An Imam from the local mosque was the featured guest. That was by intention, as rhetoric in our public discourse has turned dark, with one presidential candidate even calling for a ban on Muslims entering the United States. I liked the service, partly because I agree with the sentiment behind it. It also included this video from Pope Francis in which he calls for respect among religions.
And, during the service one of my favorite hymns, “The Prayer of Saint Francis” was sung. Sadly, I sang along, and for that, universe, I apologize.
Following the service, I took advantage of the chance to sign the Mercy Door in the chapel, a replica of a special jubilee door opened at The Vatican in honor of the Jubilee Year of Mercy. I felt a little funny signing, because I was putting my name under a “pledge” to do an act of mercy each month.

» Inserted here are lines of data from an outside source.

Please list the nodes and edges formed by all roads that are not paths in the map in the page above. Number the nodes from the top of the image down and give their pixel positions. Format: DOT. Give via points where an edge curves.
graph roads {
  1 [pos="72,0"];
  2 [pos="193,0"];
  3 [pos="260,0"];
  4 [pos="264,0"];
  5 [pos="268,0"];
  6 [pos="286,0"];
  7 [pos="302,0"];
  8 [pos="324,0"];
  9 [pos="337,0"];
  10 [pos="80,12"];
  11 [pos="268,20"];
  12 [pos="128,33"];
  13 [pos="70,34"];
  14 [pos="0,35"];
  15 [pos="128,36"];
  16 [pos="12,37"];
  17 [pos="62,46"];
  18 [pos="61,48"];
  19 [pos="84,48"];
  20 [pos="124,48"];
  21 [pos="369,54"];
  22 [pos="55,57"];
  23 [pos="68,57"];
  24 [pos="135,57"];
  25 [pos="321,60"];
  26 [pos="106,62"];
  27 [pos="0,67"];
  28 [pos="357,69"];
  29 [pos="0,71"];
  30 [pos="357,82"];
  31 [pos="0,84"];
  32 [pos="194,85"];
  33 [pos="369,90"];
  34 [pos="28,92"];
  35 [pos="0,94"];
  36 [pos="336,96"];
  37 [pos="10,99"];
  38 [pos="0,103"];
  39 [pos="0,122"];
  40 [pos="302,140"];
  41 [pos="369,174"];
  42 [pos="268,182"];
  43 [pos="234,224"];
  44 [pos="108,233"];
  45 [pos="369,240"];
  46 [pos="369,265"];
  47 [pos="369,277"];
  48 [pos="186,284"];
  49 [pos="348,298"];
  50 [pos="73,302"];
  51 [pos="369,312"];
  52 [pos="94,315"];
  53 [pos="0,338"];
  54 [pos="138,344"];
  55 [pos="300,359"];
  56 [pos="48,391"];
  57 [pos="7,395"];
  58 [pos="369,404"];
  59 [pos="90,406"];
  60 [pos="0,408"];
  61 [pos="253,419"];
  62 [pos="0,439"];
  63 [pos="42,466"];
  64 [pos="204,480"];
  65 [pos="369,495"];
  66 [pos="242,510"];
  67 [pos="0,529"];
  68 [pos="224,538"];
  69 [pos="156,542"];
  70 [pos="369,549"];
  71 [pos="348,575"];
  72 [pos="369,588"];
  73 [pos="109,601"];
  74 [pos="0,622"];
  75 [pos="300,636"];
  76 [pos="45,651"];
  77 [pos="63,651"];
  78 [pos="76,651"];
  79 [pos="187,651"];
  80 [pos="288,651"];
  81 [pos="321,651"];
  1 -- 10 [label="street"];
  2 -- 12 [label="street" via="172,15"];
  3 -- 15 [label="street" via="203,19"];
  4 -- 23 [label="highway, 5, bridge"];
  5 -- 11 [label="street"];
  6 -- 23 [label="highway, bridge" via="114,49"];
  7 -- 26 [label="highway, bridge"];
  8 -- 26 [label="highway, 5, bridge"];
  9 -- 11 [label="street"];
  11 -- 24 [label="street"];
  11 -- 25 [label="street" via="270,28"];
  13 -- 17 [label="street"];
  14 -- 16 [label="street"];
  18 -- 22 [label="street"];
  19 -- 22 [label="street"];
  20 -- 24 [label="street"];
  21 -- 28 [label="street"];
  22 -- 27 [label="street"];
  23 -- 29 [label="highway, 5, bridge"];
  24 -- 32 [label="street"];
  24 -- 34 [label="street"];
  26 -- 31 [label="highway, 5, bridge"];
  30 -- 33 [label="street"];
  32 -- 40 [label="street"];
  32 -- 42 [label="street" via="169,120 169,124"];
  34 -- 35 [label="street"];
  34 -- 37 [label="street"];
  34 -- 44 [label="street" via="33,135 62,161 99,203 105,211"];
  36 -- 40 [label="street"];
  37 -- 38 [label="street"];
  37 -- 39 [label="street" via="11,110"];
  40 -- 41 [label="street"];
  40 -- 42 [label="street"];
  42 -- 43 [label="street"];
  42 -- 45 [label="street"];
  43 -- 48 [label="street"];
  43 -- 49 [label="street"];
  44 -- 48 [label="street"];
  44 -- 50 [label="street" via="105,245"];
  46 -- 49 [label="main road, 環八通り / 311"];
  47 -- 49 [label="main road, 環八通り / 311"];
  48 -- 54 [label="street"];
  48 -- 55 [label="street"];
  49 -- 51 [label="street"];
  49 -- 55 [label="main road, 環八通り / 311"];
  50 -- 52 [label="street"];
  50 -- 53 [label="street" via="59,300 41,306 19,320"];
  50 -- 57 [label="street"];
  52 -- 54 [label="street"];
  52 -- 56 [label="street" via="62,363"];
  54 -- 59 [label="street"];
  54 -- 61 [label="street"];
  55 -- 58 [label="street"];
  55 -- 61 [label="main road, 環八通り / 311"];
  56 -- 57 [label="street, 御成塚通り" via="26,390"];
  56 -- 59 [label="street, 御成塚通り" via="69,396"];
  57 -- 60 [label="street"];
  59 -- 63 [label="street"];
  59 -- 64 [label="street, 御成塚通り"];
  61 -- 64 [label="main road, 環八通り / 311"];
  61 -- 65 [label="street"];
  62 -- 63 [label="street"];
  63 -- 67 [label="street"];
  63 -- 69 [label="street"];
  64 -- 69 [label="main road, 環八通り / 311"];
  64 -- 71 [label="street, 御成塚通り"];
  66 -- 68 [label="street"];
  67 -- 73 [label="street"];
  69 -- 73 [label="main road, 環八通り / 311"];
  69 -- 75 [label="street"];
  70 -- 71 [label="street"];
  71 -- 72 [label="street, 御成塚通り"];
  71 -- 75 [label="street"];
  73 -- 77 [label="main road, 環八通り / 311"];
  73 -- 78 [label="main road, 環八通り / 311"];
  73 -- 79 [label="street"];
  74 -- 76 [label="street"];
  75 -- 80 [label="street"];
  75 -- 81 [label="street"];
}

Another MMU faculty member signs the Mercy door.
Today, its Jan. 15. Half a month is left and I have to figure out how to be deliberately merciful, and then try to carry that on throughout 2016. I’m sure my CO 101 students could suggest an idea, but of course “giving” a good grade is not a true act of mercy because it doesn’t aid the recipient. Still, it wasn’t an intention to do an act of mercy, it was a pledge. That feels like a serious promise. I’ll have to think about that.
Anyway, I was glad to be there, to hear from Pope Francis, to sing a song that reflect the ideas of Saint Francis and then to hop on my bike—Francis—to ride home. Somehow, the pretty sunset on campus seemed to fit the whole mood. Where there is mercy, let there be hope.